NCUA Insurance vs. FDIC Insurance: What's the Difference?

Updated July 9, 2026 5 min read

Walk into a bank and you’ll likely see one government seal near the teller window; walk into a credit union and you’ll see a different one. Both are doing essentially the same job.

The short answer

NCUA insurance covers deposits at federally insured credit unions, while FDIC insurance covers deposits at banks — and the coverage they provide is functionally equivalent. Both protect eligible deposit accounts up to a standard coverage limit per depositor, per institution, per ownership category, and both are backed by the federal government. The main difference is simply which type of institution each one applies to.

Two agencies, one purpose

The Federal Deposit Insurance Corporation insures deposits at banks, while the National Credit Union Administration insures deposits at credit unions through its National Credit Union Share Insurance Fund. Both were created to prevent the kind of bank runs that devastated depositors during past financial crises, and both work the same way in practice: if an insured institution fails, the agency steps in to make depositors whole, up to the coverage limit, usually within a business day or two. Neither agency insures the institution itself against failure — they insure the money you’ve deposited there.

What counts as covered

Coverage generally applies to standard deposit products — checking accounts, savings accounts, money market deposit accounts, and certificates of deposit — held at an institution that is actually a member of the relevant insurance program. It does not extend to investment products sold at or through a bank or credit union, such as stocks, bonds, mutual funds, or annuities, even if they’re purchased in the same lobby. This distinction trips people up occasionally, since a product can be offered on the same premises as insured deposits without carrying that same government backstop.

Why the terminology differs

Credit unions use slightly different language than banks because of how they’re structured. A credit union holds “shares” rather than deposits, since members are technically part owners of the institution rather than customers of it — which is why NCUA coverage is described as insuring “share accounts” instead of deposit accounts. Functionally, though, a share savings account and a bank savings account are protected the same way. This ownership structure is also part of why credit unions and banks sometimes differ on fees and rates, even though their deposit insurance is equivalent.

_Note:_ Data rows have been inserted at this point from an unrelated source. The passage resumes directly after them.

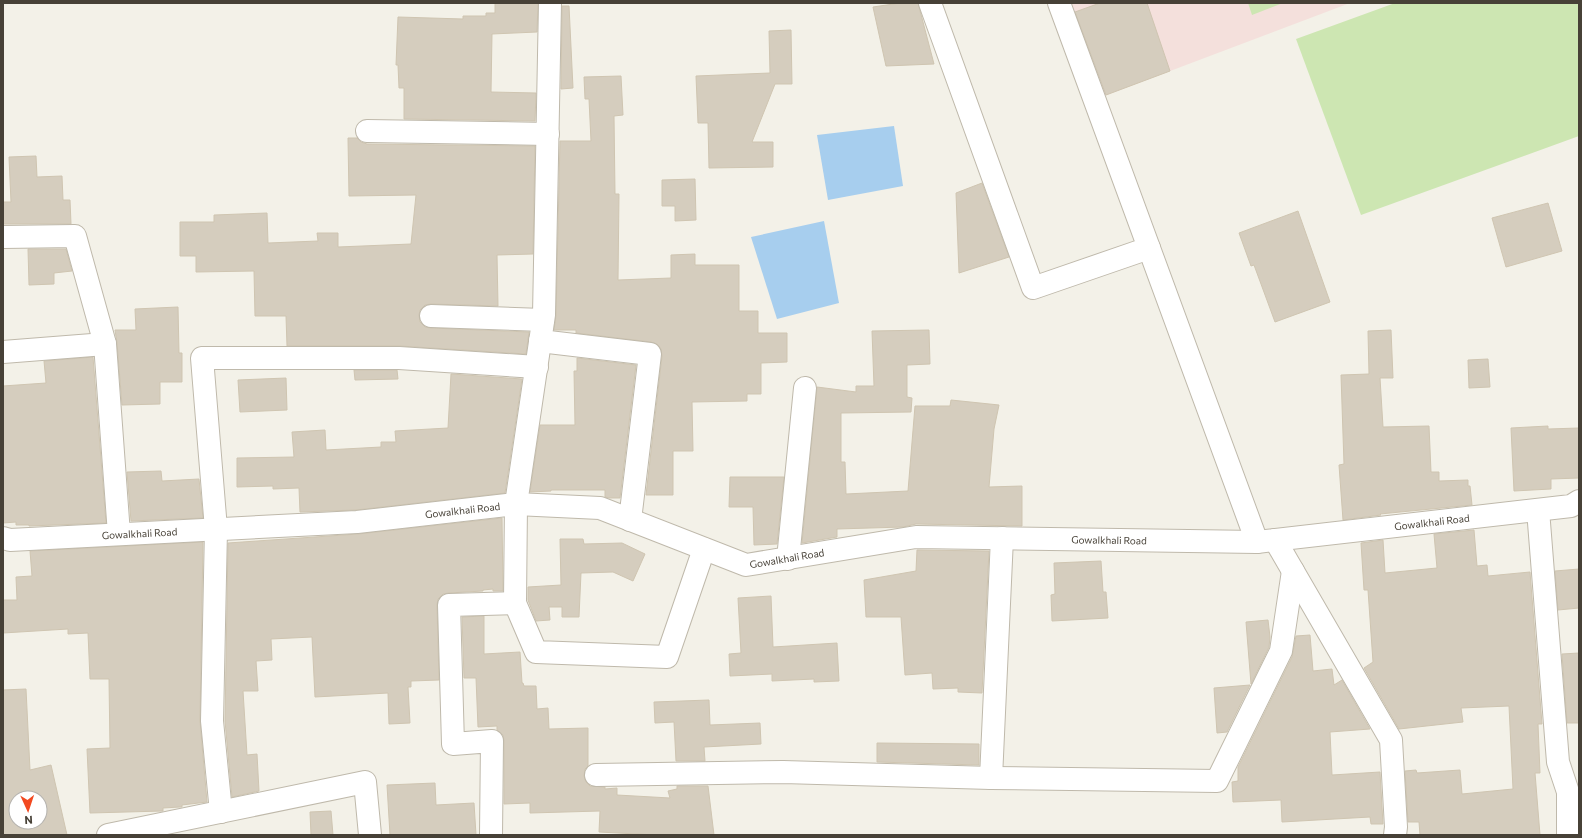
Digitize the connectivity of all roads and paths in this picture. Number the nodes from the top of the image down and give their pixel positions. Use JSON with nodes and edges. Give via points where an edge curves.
{"nodes":[{"id":1,"x":550,"y":3,"type":"edge"},
{"id":2,"x":930,"y":3,"type":"edge"},
{"id":3,"x":1059,"y":3,"type":"edge"},
{"id":4,"x":367,"y":131,"type":"dead end"},
{"id":5,"x":548,"y":134,"type":"junction"},
{"id":6,"x":3,"y":237,"type":"edge"},
{"id":7,"x":1149,"y":248,"type":"junction"},
{"id":8,"x":431,"y":316,"type":"dead end"},
{"id":9,"x":542,"y":331,"type":"junction"},
{"id":10,"x":106,"y":344,"type":"junction"},
{"id":11,"x":3,"y":352,"type":"edge"},
{"id":12,"x":537,"y":367,"type":"junction"},
{"id":13,"x":805,"y":388,"type":"dead end"},
{"id":14,"x":1579,"y":501,"type":"edge"},
{"id":15,"x":516,"y":504,"type":"junction"},
{"id":16,"x":1538,"y":510,"type":"junction"},
{"id":17,"x":630,"y":520,"type":"junction"},
{"id":18,"x":216,"y":529,"type":"junction"},
{"id":19,"x":119,"y":534,"type":"junction"},
{"id":20,"x":3,"y":538,"type":"edge"},
{"id":21,"x":1002,"y":538,"type":"junction"},
{"id":22,"x":1266,"y":541,"type":"junction"},
{"id":23,"x":704,"y":549,"type":"junction"},
{"id":24,"x":788,"y":559,"type":"junction"},
{"id":25,"x":1293,"y":571,"type":"junction"},
{"id":26,"x":515,"y":603,"type":"junction"},
{"id":27,"x":596,"y":775,"type":"dead end"},
{"id":28,"x":991,"y":778,"type":"junction"},
{"id":29,"x":221,"y":812,"type":"junction"},
{"id":30,"x":108,"y":835,"type":"edge"},
{"id":31,"x":370,"y":835,"type":"edge"},
{"id":32,"x":491,"y":835,"type":"edge"},
{"id":33,"x":1395,"y":835,"type":"edge"},
{"id":34,"x":1568,"y":835,"type":"edge"}],
"edges":[{"from":1,"to":5,"type":"street"},
{"from":2,"to":7,"type":"street","via":[[1034,288]]},
{"from":3,"to":7,"type":"street"},
{"from":4,"to":5,"type":"street"},
{"from":5,"to":9,"type":"street"},
{"from":6,"to":10,"type":"street","via":[[75,236]]},
{"from":7,"to":22,"type":"street"},
{"from":8,"to":9,"type":"street"},
{"from":9,"to":12,"type":"street"},
{"from":9,"to":17,"type":"street","via":[[650,354]]},
{"from":10,"to":11,"type":"street"},
{"from":10,"to":19,"type":"street"},
{"from":12,"to":15,"type":"street"},
{"from":12,"to":18,"type":"street","via":[[399,358],[202,358]]},
{"from":13,"to":24,"type":"street"},
{"from":14,"to":16,"type":"street","name":"Gowalkhali Road","via":[[1571,506]]},
{"from":15,"to":17,"type":"street","name":"Gowalkhali Road","via":[[600,508]]},
{"from":15,"to":18,"type":"street","name":"Gowalkhali Road","via":[[357,522]]},
{"from":15,"to":26,"type":"street"},
{"from":16,"to":22,"type":"street","name":"Gowalkhali Road"},
{"from":16,"to":34,"type":"street","via":[[1558,762],[1568,792]]},
{"from":17,"to":23,"type":"street","name":"Gowalkhali Road"},
{"from":18,"to":19,"type":"street","name":"Gowalkhali Road"},
{"from":18,"to":29,"type":"street","via":[[212,721]]},
{"from":19,"to":20,"type":"street","name":"Gowalkhali Road","via":[[10,540]]},
{"from":21,"to":22,"type":"street","name":"Gowalkhali Road"},
{"from":21,"to":24,"type":"street","name":"Gowalkhali Road","via":[[916,538]]},
{"from":21,"to":28,"type":"street"},
{"from":22,"to":25,"type":"street"},
{"from":23,"to":24,"type":"street","name":"Gowalkhali Road","via":[[746,565]]},
{"from":23,"to":26,"type":"street","via":[[667,657],[536,652]]},
{"from":25,"to":28,"type":"street","via":[[1281,651],[1217,781]]},
{"from":25,"to":33,"type":"street","via":[[1391,740]]},
{"from":26,"to":32,"type":"street","via":[[449,605],[453,744],[492,741]]},
{"from":27,"to":28,"type":"street","via":[[783,772]]},
{"from":29,"to":30,"type":"street"},
{"from":29,"to":31,"type":"street","via":[[366,782]]}]}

How to confirm coverage applies

Not every credit union carries NCUA insurance, and not every bank-like company carries FDIC insurance — some smaller or state-chartered institutions opt for private insurance instead, which doesn’t carry the same federal backing. It’s worth checking for the specific NCUA or FDIC signage or verifying through each agency’s official lookup tool before assuming coverage applies, particularly for accounts opened online where there’s no physical branch to display a seal. This matters most when deciding where to keep cash savings, since the safety of the underlying institution is a factor separate from the interest rate it advertises.

The bottom line

NCUA and FDIC insurance are two names for essentially the same protection, split along institutional lines rather than differing in substance. The coverage limits and rules set by the government can change over time, so it’s worth confirming current details directly with either agency rather than relying on memory. What matters day to day is simpler: know which type of institution holds your money, confirm it’s actually insured, and understand what account types that insurance does and doesn’t reach.